Source data:
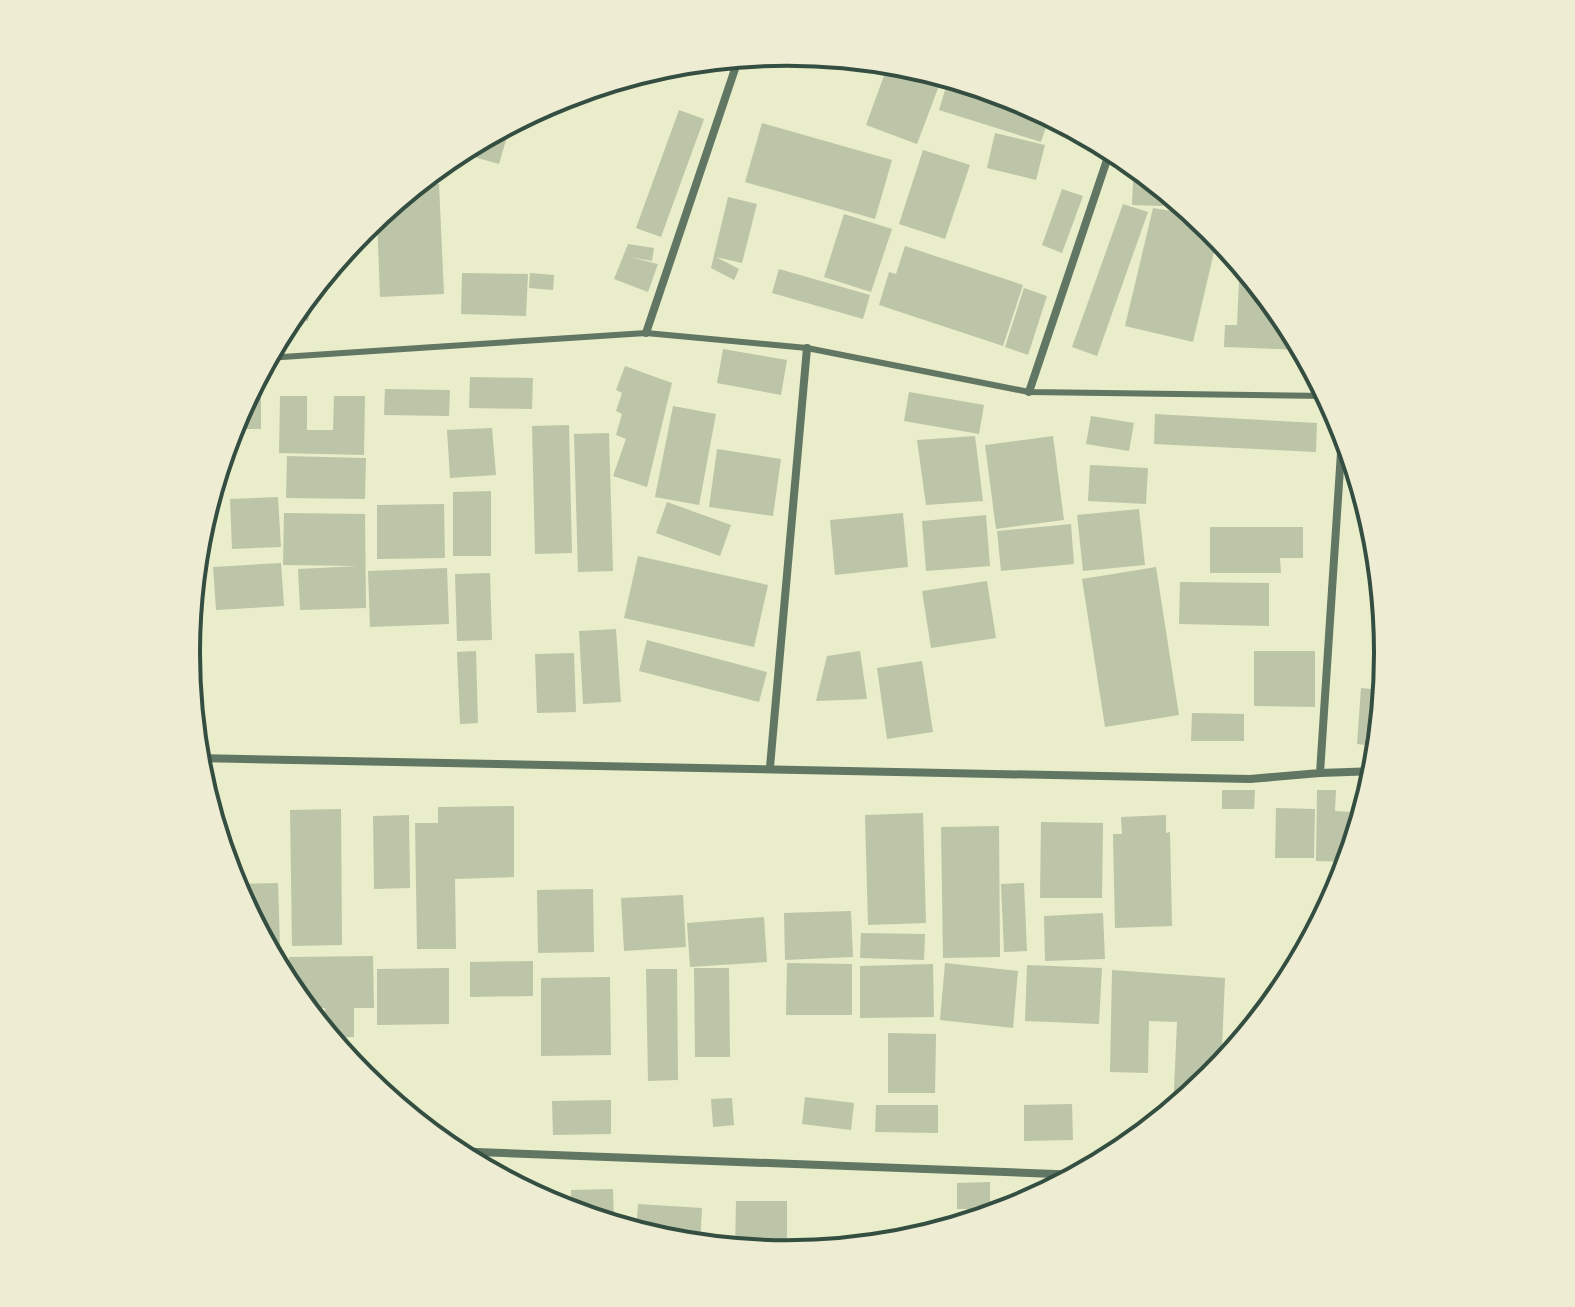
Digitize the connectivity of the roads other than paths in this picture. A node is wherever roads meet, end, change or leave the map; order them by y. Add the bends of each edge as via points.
1 (735, 68) edge
2 (1107, 161) edge
3 (646, 333) junction
4 (807, 348) junction
5 (281, 357) edge
6 (1029, 392) junction
7 (1315, 396) edge
8 (1341, 457) edge
9 (209, 758) edge
10 (770, 767) junction
11 (1363, 771) edge
12 (1320, 773) junction
13 (478, 1152) edge
14 (1058, 1174) edge

1 - 3 street
2 - 6 street
3 - 4 lane
3 - 5 lane
4 - 6 lane
4 - 10 street
6 - 7 lane
8 - 12 street
9 - 10 street
10 - 12 street via 1250,779
11 - 12 street
13 - 14 street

-- Work to be completed --
Please retype the data exactly as it appears, but without any of its pictures.

-- Task result --
Digitize the connectivity of the roads other than paths in this picture. A node is wherever roads meet, end, change or leave the map; order them by y. Add the bends of each edge as via points.
1 (735, 68) edge
2 (1107, 161) edge
3 (646, 333) junction
4 (807, 348) junction
5 (281, 357) edge
6 (1029, 392) junction
7 (1315, 396) edge
8 (1341, 457) edge
9 (209, 758) edge
10 (770, 767) junction
11 (1363, 771) edge
12 (1320, 773) junction
13 (478, 1152) edge
14 (1058, 1174) edge

1 - 3 street
2 - 6 street
3 - 4 lane
3 - 5 lane
4 - 6 lane
4 - 10 street
6 - 7 lane
8 - 12 street
9 - 10 street
10 - 12 street via 1250,779
11 - 12 street
13 - 14 street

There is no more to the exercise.